Saved entries
──────────────────────────────

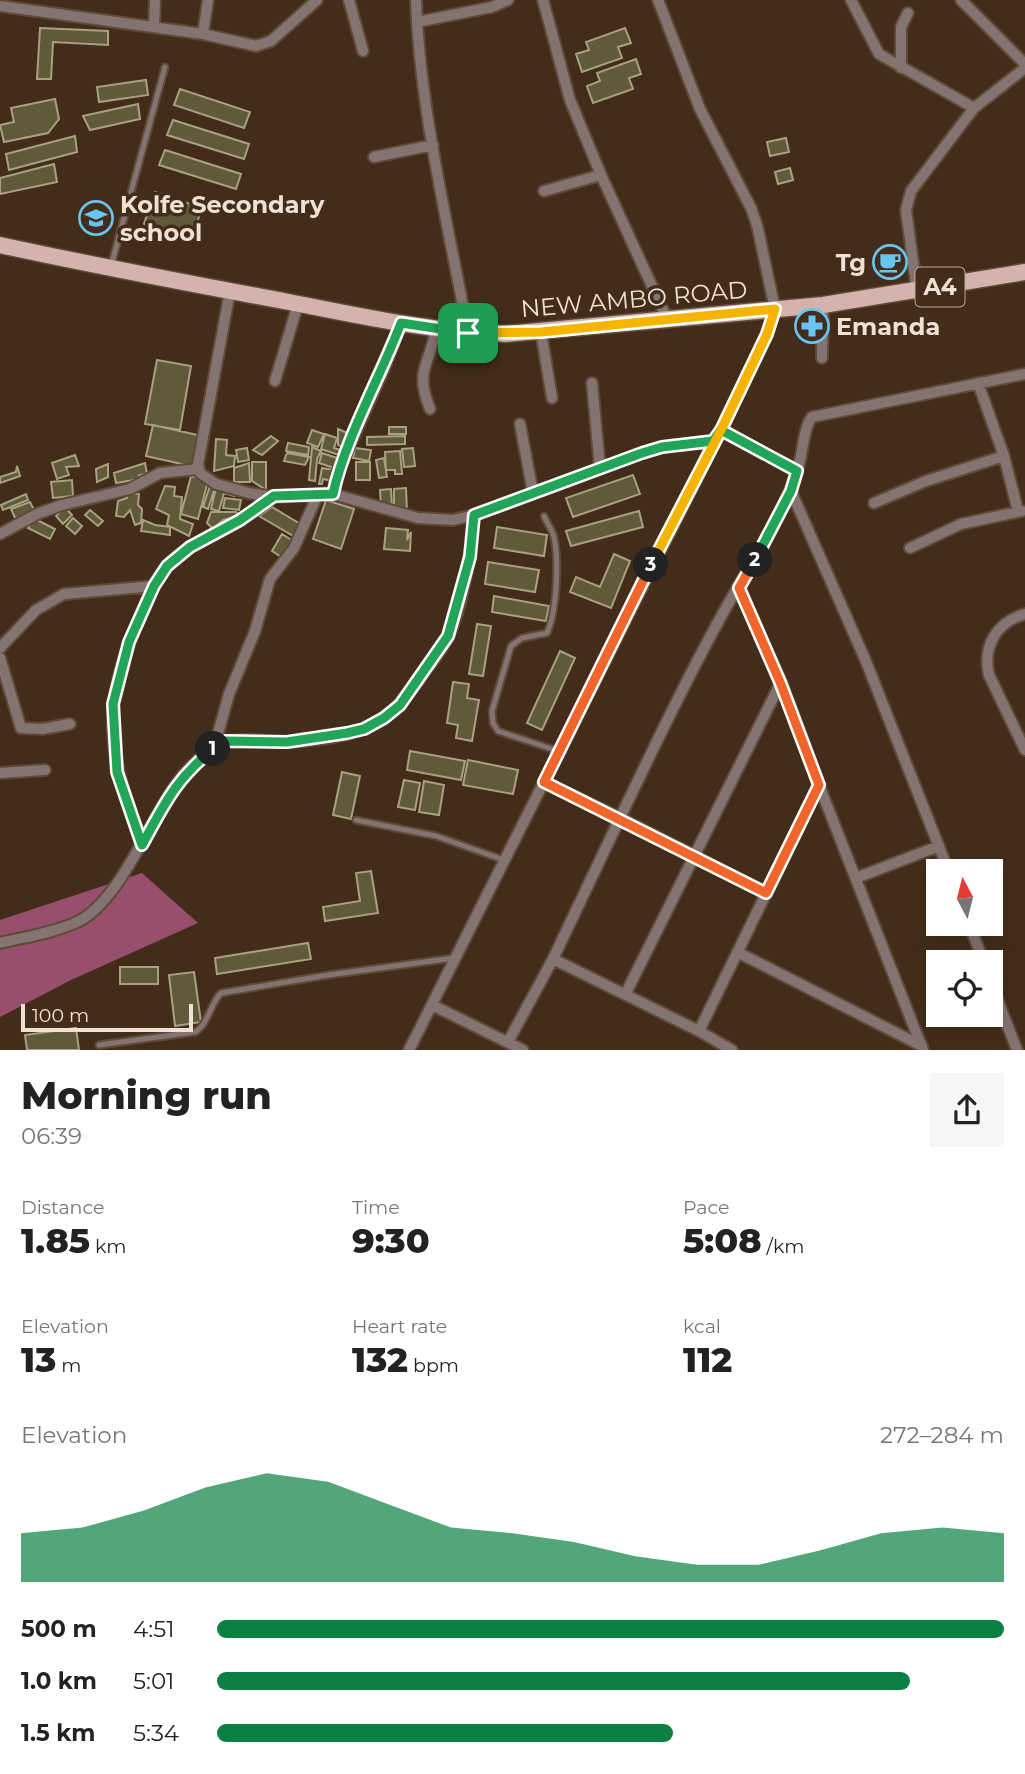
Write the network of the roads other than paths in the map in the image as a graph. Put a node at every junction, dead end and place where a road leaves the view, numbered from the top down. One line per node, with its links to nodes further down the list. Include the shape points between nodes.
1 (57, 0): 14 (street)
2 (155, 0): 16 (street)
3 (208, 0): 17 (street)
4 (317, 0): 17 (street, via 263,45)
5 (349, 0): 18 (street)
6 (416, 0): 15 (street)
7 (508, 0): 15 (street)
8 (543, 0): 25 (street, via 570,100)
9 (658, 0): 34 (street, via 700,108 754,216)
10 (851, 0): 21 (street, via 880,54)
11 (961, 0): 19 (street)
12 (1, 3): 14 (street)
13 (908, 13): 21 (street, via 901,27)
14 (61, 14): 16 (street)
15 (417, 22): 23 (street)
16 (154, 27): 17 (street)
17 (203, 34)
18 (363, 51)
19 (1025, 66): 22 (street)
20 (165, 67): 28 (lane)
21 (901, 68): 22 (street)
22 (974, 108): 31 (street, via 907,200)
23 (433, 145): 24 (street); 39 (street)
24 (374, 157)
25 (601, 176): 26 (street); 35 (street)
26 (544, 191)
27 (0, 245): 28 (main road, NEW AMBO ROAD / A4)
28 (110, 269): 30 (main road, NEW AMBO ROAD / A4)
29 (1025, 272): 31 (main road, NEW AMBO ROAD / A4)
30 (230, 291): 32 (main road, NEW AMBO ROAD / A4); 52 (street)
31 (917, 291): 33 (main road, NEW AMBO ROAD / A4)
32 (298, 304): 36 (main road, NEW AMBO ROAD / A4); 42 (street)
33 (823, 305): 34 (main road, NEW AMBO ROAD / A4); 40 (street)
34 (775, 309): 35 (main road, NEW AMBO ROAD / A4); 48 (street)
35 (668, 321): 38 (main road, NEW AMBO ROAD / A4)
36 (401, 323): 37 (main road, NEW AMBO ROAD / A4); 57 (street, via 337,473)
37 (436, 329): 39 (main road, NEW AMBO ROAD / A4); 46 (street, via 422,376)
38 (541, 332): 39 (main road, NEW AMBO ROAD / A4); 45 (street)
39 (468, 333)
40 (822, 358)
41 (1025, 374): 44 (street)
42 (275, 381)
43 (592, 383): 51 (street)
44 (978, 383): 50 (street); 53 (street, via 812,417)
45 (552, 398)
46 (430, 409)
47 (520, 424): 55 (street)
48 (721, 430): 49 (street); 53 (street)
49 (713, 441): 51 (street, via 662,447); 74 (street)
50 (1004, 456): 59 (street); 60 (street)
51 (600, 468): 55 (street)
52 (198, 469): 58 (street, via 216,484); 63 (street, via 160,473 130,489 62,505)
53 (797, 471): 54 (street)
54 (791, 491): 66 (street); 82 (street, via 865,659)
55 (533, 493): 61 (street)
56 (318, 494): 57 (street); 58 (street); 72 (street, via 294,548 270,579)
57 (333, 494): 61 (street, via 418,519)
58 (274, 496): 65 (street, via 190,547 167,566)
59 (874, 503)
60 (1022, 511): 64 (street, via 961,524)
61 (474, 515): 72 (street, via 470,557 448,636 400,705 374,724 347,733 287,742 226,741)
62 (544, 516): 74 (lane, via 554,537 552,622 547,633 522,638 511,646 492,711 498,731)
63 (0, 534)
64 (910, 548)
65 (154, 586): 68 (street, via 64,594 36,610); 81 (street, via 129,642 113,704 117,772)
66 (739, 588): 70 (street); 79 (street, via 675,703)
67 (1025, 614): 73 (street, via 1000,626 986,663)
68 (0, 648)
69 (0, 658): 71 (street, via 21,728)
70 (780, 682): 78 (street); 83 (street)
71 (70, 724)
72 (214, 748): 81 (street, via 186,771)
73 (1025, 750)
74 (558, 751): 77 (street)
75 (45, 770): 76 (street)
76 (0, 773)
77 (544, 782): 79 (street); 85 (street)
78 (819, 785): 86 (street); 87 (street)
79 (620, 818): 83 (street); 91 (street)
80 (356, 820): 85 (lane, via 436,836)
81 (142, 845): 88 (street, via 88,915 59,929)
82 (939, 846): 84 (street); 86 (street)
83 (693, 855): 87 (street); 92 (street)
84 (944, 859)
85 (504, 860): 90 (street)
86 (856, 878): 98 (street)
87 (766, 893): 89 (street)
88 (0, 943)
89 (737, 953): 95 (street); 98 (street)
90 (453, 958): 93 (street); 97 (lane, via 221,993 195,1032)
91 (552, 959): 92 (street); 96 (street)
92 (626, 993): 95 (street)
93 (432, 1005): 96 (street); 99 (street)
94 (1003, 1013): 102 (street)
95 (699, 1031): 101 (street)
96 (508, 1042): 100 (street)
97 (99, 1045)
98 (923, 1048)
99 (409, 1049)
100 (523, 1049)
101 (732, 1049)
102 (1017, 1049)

──────────────────────────────

[TASK TO CARRY OUT]: Would you copy out all the data exactly, without the images?

[FINISHED TASK]:
Write the network of the roads other than paths in the map in the image as a graph. Put a node at every junction, dead end and place where a road leaves the view, numbered from the top down. One line per node, with its links to nodes further down the list. Include the shape points between nodes.
1 (57, 0): 14 (street)
2 (155, 0): 16 (street)
3 (208, 0): 17 (street)
4 (317, 0): 17 (street, via 263,45)
5 (349, 0): 18 (street)
6 (416, 0): 15 (street)
7 (508, 0): 15 (street)
8 (543, 0): 25 (street, via 570,100)
9 (658, 0): 34 (street, via 700,108 754,216)
10 (851, 0): 21 (street, via 880,54)
11 (961, 0): 19 (street)
12 (1, 3): 14 (street)
13 (908, 13): 21 (street, via 901,27)
14 (61, 14): 16 (street)
15 (417, 22): 23 (street)
16 (154, 27): 17 (street)
17 (203, 34)
18 (363, 51)
19 (1025, 66): 22 (street)
20 (165, 67): 28 (lane)
21 (901, 68): 22 (street)
22 (974, 108): 31 (street, via 907,200)
23 (433, 145): 24 (street); 39 (street)
24 (374, 157)
25 (601, 176): 26 (street); 35 (street)
26 (544, 191)
27 (0, 245): 28 (main road, NEW AMBO ROAD / A4)
28 (110, 269): 30 (main road, NEW AMBO ROAD / A4)
29 (1025, 272): 31 (main road, NEW AMBO ROAD / A4)
30 (230, 291): 32 (main road, NEW AMBO ROAD / A4); 52 (street)
31 (917, 291): 33 (main road, NEW AMBO ROAD / A4)
32 (298, 304): 36 (main road, NEW AMBO ROAD / A4); 42 (street)
33 (823, 305): 34 (main road, NEW AMBO ROAD / A4); 40 (street)
34 (775, 309): 35 (main road, NEW AMBO ROAD / A4); 48 (street)
35 (668, 321): 38 (main road, NEW AMBO ROAD / A4)
36 (401, 323): 37 (main road, NEW AMBO ROAD / A4); 57 (street, via 337,473)
37 (436, 329): 39 (main road, NEW AMBO ROAD / A4); 46 (street, via 422,376)
38 (541, 332): 39 (main road, NEW AMBO ROAD / A4); 45 (street)
39 (468, 333)
40 (822, 358)
41 (1025, 374): 44 (street)
42 (275, 381)
43 (592, 383): 51 (street)
44 (978, 383): 50 (street); 53 (street, via 812,417)
45 (552, 398)
46 (430, 409)
47 (520, 424): 55 (street)
48 (721, 430): 49 (street); 53 (street)
49 (713, 441): 51 (street, via 662,447); 74 (street)
50 (1004, 456): 59 (street); 60 (street)
51 (600, 468): 55 (street)
52 (198, 469): 58 (street, via 216,484); 63 (street, via 160,473 130,489 62,505)
53 (797, 471): 54 (street)
54 (791, 491): 66 (street); 82 (street, via 865,659)
55 (533, 493): 61 (street)
56 (318, 494): 57 (street); 58 (street); 72 (street, via 294,548 270,579)
57 (333, 494): 61 (street, via 418,519)
58 (274, 496): 65 (street, via 190,547 167,566)
59 (874, 503)
60 (1022, 511): 64 (street, via 961,524)
61 (474, 515): 72 (street, via 470,557 448,636 400,705 374,724 347,733 287,742 226,741)
62 (544, 516): 74 (lane, via 554,537 552,622 547,633 522,638 511,646 492,711 498,731)
63 (0, 534)
64 (910, 548)
65 (154, 586): 68 (street, via 64,594 36,610); 81 (street, via 129,642 113,704 117,772)
66 (739, 588): 70 (street); 79 (street, via 675,703)
67 (1025, 614): 73 (street, via 1000,626 986,663)
68 (0, 648)
69 (0, 658): 71 (street, via 21,728)
70 (780, 682): 78 (street); 83 (street)
71 (70, 724)
72 (214, 748): 81 (street, via 186,771)
73 (1025, 750)
74 (558, 751): 77 (street)
75 (45, 770): 76 (street)
76 (0, 773)
77 (544, 782): 79 (street); 85 (street)
78 (819, 785): 86 (street); 87 (street)
79 (620, 818): 83 (street); 91 (street)
80 (356, 820): 85 (lane, via 436,836)
81 (142, 845): 88 (street, via 88,915 59,929)
82 (939, 846): 84 (street); 86 (street)
83 (693, 855): 87 (street); 92 (street)
84 (944, 859)
85 (504, 860): 90 (street)
86 (856, 878): 98 (street)
87 (766, 893): 89 (street)
88 (0, 943)
89 (737, 953): 95 (street); 98 (street)
90 (453, 958): 93 (street); 97 (lane, via 221,993 195,1032)
91 (552, 959): 92 (street); 96 (street)
92 (626, 993): 95 (street)
93 (432, 1005): 96 (street); 99 (street)
94 (1003, 1013): 102 (street)
95 (699, 1031): 101 (street)
96 (508, 1042): 100 (street)
97 (99, 1045)
98 (923, 1048)
99 (409, 1049)
100 (523, 1049)
101 (732, 1049)
102 (1017, 1049)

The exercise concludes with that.